====== DATA LISTING ======

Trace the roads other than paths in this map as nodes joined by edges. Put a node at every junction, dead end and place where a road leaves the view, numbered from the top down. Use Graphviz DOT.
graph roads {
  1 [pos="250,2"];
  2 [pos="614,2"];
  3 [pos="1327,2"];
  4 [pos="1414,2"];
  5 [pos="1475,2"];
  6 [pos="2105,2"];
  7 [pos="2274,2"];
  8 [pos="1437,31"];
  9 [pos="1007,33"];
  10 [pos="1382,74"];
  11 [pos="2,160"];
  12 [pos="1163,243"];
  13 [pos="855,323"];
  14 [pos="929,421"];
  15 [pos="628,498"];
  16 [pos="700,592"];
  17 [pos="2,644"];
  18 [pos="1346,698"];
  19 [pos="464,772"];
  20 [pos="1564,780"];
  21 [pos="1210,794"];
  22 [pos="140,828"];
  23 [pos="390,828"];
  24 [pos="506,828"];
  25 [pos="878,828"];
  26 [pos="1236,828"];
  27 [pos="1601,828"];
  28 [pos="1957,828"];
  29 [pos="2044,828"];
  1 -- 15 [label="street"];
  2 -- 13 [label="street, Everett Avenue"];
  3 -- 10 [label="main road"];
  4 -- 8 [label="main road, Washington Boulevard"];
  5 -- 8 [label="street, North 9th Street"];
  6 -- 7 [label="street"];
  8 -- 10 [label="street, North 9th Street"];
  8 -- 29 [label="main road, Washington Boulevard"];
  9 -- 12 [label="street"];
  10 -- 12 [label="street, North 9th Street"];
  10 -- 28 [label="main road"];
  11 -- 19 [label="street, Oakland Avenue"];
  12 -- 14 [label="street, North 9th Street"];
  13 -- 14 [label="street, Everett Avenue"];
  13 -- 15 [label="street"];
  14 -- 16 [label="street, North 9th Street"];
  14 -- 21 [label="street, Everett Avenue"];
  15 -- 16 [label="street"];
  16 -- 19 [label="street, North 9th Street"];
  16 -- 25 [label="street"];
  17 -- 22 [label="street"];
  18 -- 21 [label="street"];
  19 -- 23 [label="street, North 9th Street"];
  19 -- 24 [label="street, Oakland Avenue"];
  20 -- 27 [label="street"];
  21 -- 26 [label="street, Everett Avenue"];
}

======

WHAT NEEDS TO BE DONE →
What's needed is an exact copy of every entry.

WRITTEN RESPONSE →
Trace the roads other than paths in this map as nodes joined by edges. Put a node at every junction, dead end and place where a road leaves the view, numbered from the top down. Use Graphviz DOT.
graph roads {
  1 [pos="250,2"];
  2 [pos="614,2"];
  3 [pos="1327,2"];
  4 [pos="1414,2"];
  5 [pos="1475,2"];
  6 [pos="2105,2"];
  7 [pos="2274,2"];
  8 [pos="1437,31"];
  9 [pos="1007,33"];
  10 [pos="1382,74"];
  11 [pos="2,160"];
  12 [pos="1163,243"];
  13 [pos="855,323"];
  14 [pos="929,421"];
  15 [pos="628,498"];
  16 [pos="700,592"];
  17 [pos="2,644"];
  18 [pos="1346,698"];
  19 [pos="464,772"];
  20 [pos="1564,780"];
  21 [pos="1210,794"];
  22 [pos="140,828"];
  23 [pos="390,828"];
  24 [pos="506,828"];
  25 [pos="878,828"];
  26 [pos="1236,828"];
  27 [pos="1601,828"];
  28 [pos="1957,828"];
  29 [pos="2044,828"];
  1 -- 15 [label="street"];
  2 -- 13 [label="street, Everett Avenue"];
  3 -- 10 [label="main road"];
  4 -- 8 [label="main road, Washington Boulevard"];
  5 -- 8 [label="street, North 9th Street"];
  6 -- 7 [label="street"];
  8 -- 10 [label="street, North 9th Street"];
  8 -- 29 [label="main road, Washington Boulevard"];
  9 -- 12 [label="street"];
  10 -- 12 [label="street, North 9th Street"];
  10 -- 28 [label="main road"];
  11 -- 19 [label="street, Oakland Avenue"];
  12 -- 14 [label="street, North 9th Street"];
  13 -- 14 [label="street, Everett Avenue"];
  13 -- 15 [label="street"];
  14 -- 16 [label="street, North 9th Street"];
  14 -- 21 [label="street, Everett Avenue"];
  15 -- 16 [label="street"];
  16 -- 19 [label="street, North 9th Street"];
  16 -- 25 [label="street"];
  17 -- 22 [label="street"];
  18 -- 21 [label="street"];
  19 -- 23 [label="street, North 9th Street"];
  19 -- 24 [label="street, Oakland Avenue"];
  20 -- 27 [label="street"];
  21 -- 26 [label="street, Everett Avenue"];
}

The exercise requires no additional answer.